From the first spark to the last exhaust fumes, this museum has it all. It starts with the transition from horses to gas-powered vehicles and ends with the future concept cars. We admired all the originals of all the highlights there: the first motorised car, the sleek Formula One race car and the newest high-tech masterpieces. The collection showcases utility vehicles and special designs ranging from the ‘Papamobil’ that was made for the Pope, to former state limousines. On display are the legendary automobiles of the 1930s and the Silver Arrow series, including the racing cars once driven by world champions Mika Hakkinen and Lewis Hamilton.

We lingered near the oldest Mercedes from 1902, the Mercedes Simplex, positioned underneath Swarovski crystal lights. The classical music playing in the background added to our delight. At the Gallery of Celebrities, we had a peek at the vehicles driven by celebrities like Princess Diana and Ringo Starr, or featured in movies like the ML 320 Jeep in Jurassic Park.

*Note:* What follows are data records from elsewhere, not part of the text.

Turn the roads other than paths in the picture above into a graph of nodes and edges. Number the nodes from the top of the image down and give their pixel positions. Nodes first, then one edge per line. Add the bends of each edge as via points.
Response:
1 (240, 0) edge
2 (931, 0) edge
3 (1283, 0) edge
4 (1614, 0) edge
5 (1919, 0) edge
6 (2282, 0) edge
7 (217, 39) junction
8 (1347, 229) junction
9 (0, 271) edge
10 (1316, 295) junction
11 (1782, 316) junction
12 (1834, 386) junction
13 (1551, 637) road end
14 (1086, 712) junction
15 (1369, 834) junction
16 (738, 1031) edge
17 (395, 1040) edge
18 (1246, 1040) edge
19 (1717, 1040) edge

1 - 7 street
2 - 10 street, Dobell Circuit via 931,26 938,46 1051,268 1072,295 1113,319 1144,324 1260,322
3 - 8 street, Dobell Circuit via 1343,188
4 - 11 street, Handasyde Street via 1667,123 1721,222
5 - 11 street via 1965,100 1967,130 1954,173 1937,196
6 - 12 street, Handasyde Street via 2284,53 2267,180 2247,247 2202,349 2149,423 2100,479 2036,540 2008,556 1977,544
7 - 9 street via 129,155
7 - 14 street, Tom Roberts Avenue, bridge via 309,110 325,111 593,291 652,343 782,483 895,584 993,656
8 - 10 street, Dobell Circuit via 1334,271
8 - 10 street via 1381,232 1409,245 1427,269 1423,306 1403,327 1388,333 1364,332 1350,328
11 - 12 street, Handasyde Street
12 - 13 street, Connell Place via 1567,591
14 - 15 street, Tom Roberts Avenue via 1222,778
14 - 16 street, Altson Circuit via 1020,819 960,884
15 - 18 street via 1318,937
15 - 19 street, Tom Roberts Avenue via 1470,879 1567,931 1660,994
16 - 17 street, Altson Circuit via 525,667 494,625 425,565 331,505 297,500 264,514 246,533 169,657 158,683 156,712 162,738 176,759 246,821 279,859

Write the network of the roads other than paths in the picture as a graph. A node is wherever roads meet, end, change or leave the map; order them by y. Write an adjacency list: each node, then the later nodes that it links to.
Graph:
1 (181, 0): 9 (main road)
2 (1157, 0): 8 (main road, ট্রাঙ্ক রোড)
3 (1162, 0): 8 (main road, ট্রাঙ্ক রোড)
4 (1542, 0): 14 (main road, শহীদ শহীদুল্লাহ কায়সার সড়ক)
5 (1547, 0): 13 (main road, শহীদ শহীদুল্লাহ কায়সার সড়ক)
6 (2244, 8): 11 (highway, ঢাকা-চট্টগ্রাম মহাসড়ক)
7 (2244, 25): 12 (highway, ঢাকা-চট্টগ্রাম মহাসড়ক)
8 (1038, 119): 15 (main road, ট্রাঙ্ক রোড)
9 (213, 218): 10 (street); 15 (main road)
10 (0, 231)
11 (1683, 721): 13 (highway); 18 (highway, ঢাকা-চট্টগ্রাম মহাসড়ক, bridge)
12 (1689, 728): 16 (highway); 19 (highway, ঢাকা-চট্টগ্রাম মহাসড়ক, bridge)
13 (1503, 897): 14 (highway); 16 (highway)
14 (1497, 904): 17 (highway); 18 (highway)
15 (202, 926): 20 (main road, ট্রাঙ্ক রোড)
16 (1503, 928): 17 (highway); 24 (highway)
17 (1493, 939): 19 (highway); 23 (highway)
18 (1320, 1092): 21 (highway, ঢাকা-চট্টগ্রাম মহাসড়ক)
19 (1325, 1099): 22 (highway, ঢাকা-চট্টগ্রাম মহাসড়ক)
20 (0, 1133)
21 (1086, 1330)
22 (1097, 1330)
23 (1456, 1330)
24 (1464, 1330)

Equally interesting and impressive is the Porsche Museum. The museum’s leading edge design reflects Porsche’s high-tech style. The structure featuring bold shapes houses a collection of more than 80 historic and rare cars that have been built with the style and spirit that epitomises Porsche. Armed with auto guides, we raced through the history of Porsche. Some of the highlights include the powerful automobiles ranging from the legendary Porsche 356, to classics such as the 911, or the 917 and famous ‘Pink Pig’ to rare models. I gaped in wonder at the display of the original section of the Porsche 911 body shell and the Porsche Carrera sports convertible.

Stuttgart has a rich collection of museums, including the Viniculture Museum, housed in an old half-timbered building covering the 2,000-year-old history of the local vineyards. We wound up our tour of the museum with a wine tasting session in the museum’s tasting room. There’s even a quirky Pig Museum here, devoted to pigs, which I regretfully could not visit. It’s the world’s biggest Pig Museum with 40,000 exhibits of pigs in 28 thematic rooms. It traces the story of the pig from farm to plate. One will come across pigs in all shapes, sizes, emotions and expressions. Visitors will be enthralled by the postage stamps and postcards, the ‘divine swine’ section and the ancestral gallery, good luck charms, and of course, 2,000 piggy banks in the pig strong room.

After museum-hopping, we headed to the TV Tower, a prominent landmark in Stuttgart. Built with reinforced concrete, it is the first of its kind in the world. After a stroll and a shopping spree, we decided to relax by the 18th century Palace Square, bang in the heart of the city. With its baroque gardens, spouting fountains and imposing buildings such as the New Palace, it is a popular rendezvous of the local populace.

You can’t miss Palace Square, bordered by the Old Palace and the Baroque architecture of the New Palace, the former residence of the kings of Wurttermburg. The new 365-room palace today houses the government ministries. The massive square hosts festivals throughout the year and is always home to a variety of street performers.

German delights

No trip to Stuttgart is complete without a visit to the Market Hall located in the town centre between the Marketplatz and the Karlsplatz. It has 37 stalls selling both regional and international specialities. It was built in 1912 in Art Nouveau style, with magnificent frescoes, making it one of Europe’s finest. We enjoyed a stroll along the market stalls offering vegetables, fruits, cheese, sausages, bread and other delicatessen. We sampled the pretzel, which was invented in Stuttgart. The Flea Market (only on Saturday) near the railway station for antiques, clothes, bags, trinkets, etc., is worth a visit.

When museum-fatigue set in, we stopped by Staffele, a German restaurant, to savour the local delicacies. We tried the Swabian specialities such as kasspatzle (cheesy noodles), maultaschen (filled pasta squares) and schupfnudeln (potato), which goes well with wine.

A trip to this largest wine-growing community is incomplete without trying the popular red Trollinger and the exquisite Lemberger and spirited wines such as Riesling, and Kerner, and also Serrano ham, and the Black Forest trout. But the highlight was the onion soup topped with cheese strings. The taste lingered long after we left Stuttgart.